─── Material for the task
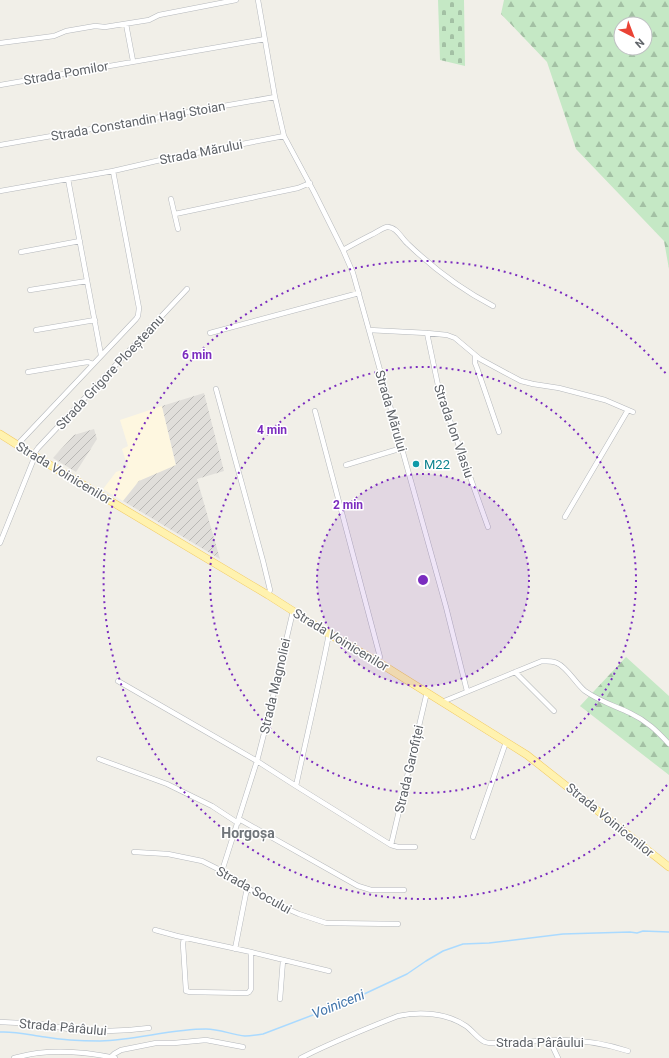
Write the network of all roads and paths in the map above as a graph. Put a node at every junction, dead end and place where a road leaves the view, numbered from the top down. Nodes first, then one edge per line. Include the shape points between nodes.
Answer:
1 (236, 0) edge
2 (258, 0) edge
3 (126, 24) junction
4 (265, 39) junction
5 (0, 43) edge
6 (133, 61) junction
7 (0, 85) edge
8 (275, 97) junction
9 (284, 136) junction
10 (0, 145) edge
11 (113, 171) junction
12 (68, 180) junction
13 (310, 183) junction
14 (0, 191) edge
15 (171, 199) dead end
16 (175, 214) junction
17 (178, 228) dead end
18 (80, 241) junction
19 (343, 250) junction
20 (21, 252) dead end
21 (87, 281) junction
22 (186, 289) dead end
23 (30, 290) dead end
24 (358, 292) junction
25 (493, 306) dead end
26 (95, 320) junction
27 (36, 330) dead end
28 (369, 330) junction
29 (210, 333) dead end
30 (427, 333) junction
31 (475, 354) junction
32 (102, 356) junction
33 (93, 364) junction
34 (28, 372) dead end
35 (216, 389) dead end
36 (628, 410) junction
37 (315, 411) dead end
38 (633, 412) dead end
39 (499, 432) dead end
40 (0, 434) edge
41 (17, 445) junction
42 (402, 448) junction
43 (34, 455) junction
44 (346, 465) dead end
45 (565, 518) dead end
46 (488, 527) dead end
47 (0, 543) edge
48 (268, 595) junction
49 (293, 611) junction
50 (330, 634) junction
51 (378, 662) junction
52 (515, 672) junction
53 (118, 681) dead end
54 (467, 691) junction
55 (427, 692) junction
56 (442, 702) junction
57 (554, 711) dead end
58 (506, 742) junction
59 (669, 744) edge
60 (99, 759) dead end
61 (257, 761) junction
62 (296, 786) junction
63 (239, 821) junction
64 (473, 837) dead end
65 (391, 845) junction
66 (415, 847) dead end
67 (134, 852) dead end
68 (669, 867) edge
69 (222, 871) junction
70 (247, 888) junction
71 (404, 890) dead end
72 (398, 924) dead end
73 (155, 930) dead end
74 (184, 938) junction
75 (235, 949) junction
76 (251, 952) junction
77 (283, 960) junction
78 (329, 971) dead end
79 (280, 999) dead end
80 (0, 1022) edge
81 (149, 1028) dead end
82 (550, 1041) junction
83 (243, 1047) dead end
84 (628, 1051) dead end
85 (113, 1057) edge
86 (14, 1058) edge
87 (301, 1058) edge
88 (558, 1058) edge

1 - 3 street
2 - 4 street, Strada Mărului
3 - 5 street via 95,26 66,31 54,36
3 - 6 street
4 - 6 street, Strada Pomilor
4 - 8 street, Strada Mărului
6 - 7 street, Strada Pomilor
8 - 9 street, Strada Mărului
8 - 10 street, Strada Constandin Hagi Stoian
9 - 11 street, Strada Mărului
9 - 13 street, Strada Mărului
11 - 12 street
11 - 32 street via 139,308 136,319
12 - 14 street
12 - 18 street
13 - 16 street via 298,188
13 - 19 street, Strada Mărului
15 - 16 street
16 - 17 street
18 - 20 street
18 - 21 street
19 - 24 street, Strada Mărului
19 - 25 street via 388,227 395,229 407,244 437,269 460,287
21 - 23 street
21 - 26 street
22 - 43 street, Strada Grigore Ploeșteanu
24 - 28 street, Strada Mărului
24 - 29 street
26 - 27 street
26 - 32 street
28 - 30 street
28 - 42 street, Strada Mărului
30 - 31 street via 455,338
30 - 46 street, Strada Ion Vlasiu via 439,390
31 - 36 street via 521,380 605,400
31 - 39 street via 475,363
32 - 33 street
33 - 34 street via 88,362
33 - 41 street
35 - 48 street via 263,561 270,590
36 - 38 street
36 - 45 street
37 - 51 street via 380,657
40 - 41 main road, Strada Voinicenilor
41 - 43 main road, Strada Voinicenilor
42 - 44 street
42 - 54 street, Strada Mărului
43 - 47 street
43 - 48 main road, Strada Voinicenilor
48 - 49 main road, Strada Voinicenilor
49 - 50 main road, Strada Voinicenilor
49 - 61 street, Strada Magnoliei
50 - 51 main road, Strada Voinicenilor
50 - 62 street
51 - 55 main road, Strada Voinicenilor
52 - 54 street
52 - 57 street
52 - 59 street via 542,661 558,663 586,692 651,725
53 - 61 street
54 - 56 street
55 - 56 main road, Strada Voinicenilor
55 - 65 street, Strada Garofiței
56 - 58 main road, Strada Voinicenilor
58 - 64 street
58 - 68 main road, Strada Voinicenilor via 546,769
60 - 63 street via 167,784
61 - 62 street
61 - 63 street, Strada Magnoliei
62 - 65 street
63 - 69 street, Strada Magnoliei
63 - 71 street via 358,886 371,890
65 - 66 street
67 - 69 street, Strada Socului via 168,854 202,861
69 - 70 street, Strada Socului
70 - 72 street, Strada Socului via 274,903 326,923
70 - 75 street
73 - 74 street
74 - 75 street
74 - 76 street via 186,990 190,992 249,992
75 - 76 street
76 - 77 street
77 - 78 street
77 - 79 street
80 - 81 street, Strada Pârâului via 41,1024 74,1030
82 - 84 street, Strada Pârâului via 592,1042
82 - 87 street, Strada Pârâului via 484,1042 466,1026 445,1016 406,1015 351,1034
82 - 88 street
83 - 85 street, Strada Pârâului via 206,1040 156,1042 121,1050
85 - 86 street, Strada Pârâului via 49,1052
──────
**Task statement**
Reproduce each record from above exactly; pictures do not belong in the copy.

**Answer section**
Write the network of all roads and paths in the map above as a graph. Put a node at every junction, dead end and place where a road leaves the view, numbered from the top down. Nodes first, then one edge per line. Include the shape points between nodes.
Answer:
1 (236, 0) edge
2 (258, 0) edge
3 (126, 24) junction
4 (265, 39) junction
5 (0, 43) edge
6 (133, 61) junction
7 (0, 85) edge
8 (275, 97) junction
9 (284, 136) junction
10 (0, 145) edge
11 (113, 171) junction
12 (68, 180) junction
13 (310, 183) junction
14 (0, 191) edge
15 (171, 199) dead end
16 (175, 214) junction
17 (178, 228) dead end
18 (80, 241) junction
19 (343, 250) junction
20 (21, 252) dead end
21 (87, 281) junction
22 (186, 289) dead end
23 (30, 290) dead end
24 (358, 292) junction
25 (493, 306) dead end
26 (95, 320) junction
27 (36, 330) dead end
28 (369, 330) junction
29 (210, 333) dead end
30 (427, 333) junction
31 (475, 354) junction
32 (102, 356) junction
33 (93, 364) junction
34 (28, 372) dead end
35 (216, 389) dead end
36 (628, 410) junction
37 (315, 411) dead end
38 (633, 412) dead end
39 (499, 432) dead end
40 (0, 434) edge
41 (17, 445) junction
42 (402, 448) junction
43 (34, 455) junction
44 (346, 465) dead end
45 (565, 518) dead end
46 (488, 527) dead end
47 (0, 543) edge
48 (268, 595) junction
49 (293, 611) junction
50 (330, 634) junction
51 (378, 662) junction
52 (515, 672) junction
53 (118, 681) dead end
54 (467, 691) junction
55 (427, 692) junction
56 (442, 702) junction
57 (554, 711) dead end
58 (506, 742) junction
59 (669, 744) edge
60 (99, 759) dead end
61 (257, 761) junction
62 (296, 786) junction
63 (239, 821) junction
64 (473, 837) dead end
65 (391, 845) junction
66 (415, 847) dead end
67 (134, 852) dead end
68 (669, 867) edge
69 (222, 871) junction
70 (247, 888) junction
71 (404, 890) dead end
72 (398, 924) dead end
73 (155, 930) dead end
74 (184, 938) junction
75 (235, 949) junction
76 (251, 952) junction
77 (283, 960) junction
78 (329, 971) dead end
79 (280, 999) dead end
80 (0, 1022) edge
81 (149, 1028) dead end
82 (550, 1041) junction
83 (243, 1047) dead end
84 (628, 1051) dead end
85 (113, 1057) edge
86 (14, 1058) edge
87 (301, 1058) edge
88 (558, 1058) edge

1 - 3 street
2 - 4 street, Strada Mărului
3 - 5 street via 95,26 66,31 54,36
3 - 6 street
4 - 6 street, Strada Pomilor
4 - 8 street, Strada Mărului
6 - 7 street, Strada Pomilor
8 - 9 street, Strada Mărului
8 - 10 street, Strada Constandin Hagi Stoian
9 - 11 street, Strada Mărului
9 - 13 street, Strada Mărului
11 - 12 street
11 - 32 street via 139,308 136,319
12 - 14 street
12 - 18 street
13 - 16 street via 298,188
13 - 19 street, Strada Mărului
15 - 16 street
16 - 17 street
18 - 20 street
18 - 21 street
19 - 24 street, Strada Mărului
19 - 25 street via 388,227 395,229 407,244 437,269 460,287
21 - 23 street
21 - 26 street
22 - 43 street, Strada Grigore Ploeșteanu
24 - 28 street, Strada Mărului
24 - 29 street
26 - 27 street
26 - 32 street
28 - 30 street
28 - 42 street, Strada Mărului
30 - 31 street via 455,338
30 - 46 street, Strada Ion Vlasiu via 439,390
31 - 36 street via 521,380 605,400
31 - 39 street via 475,363
32 - 33 street
33 - 34 street via 88,362
33 - 41 street
35 - 48 street via 263,561 270,590
36 - 38 street
36 - 45 street
37 - 51 street via 380,657
40 - 41 main road, Strada Voinicenilor
41 - 43 main road, Strada Voinicenilor
42 - 44 street
42 - 54 street, Strada Mărului
43 - 47 street
43 - 48 main road, Strada Voinicenilor
48 - 49 main road, Strada Voinicenilor
49 - 50 main road, Strada Voinicenilor
49 - 61 street, Strada Magnoliei
50 - 51 main road, Strada Voinicenilor
50 - 62 street
51 - 55 main road, Strada Voinicenilor
52 - 54 street
52 - 57 street
52 - 59 street via 542,661 558,663 586,692 651,725
53 - 61 street
54 - 56 street
55 - 56 main road, Strada Voinicenilor
55 - 65 street, Strada Garofiței
56 - 58 main road, Strada Voinicenilor
58 - 64 street
58 - 68 main road, Strada Voinicenilor via 546,769
60 - 63 street via 167,784
61 - 62 street
61 - 63 street, Strada Magnoliei
62 - 65 street
63 - 69 street, Strada Magnoliei
63 - 71 street via 358,886 371,890
65 - 66 street
67 - 69 street, Strada Socului via 168,854 202,861
69 - 70 street, Strada Socului
70 - 72 street, Strada Socului via 274,903 326,923
70 - 75 street
73 - 74 street
74 - 75 street
74 - 76 street via 186,990 190,992 249,992
75 - 76 street
76 - 77 street
77 - 78 street
77 - 79 street
80 - 81 street, Strada Pârâului via 41,1024 74,1030
82 - 84 street, Strada Pârâului via 592,1042
82 - 87 street, Strada Pârâului via 484,1042 466,1026 445,1016 406,1015 351,1034
82 - 88 street
83 - 85 street, Strada Pârâului via 206,1040 156,1042 121,1050
85 - 86 street, Strada Pârâului via 49,1052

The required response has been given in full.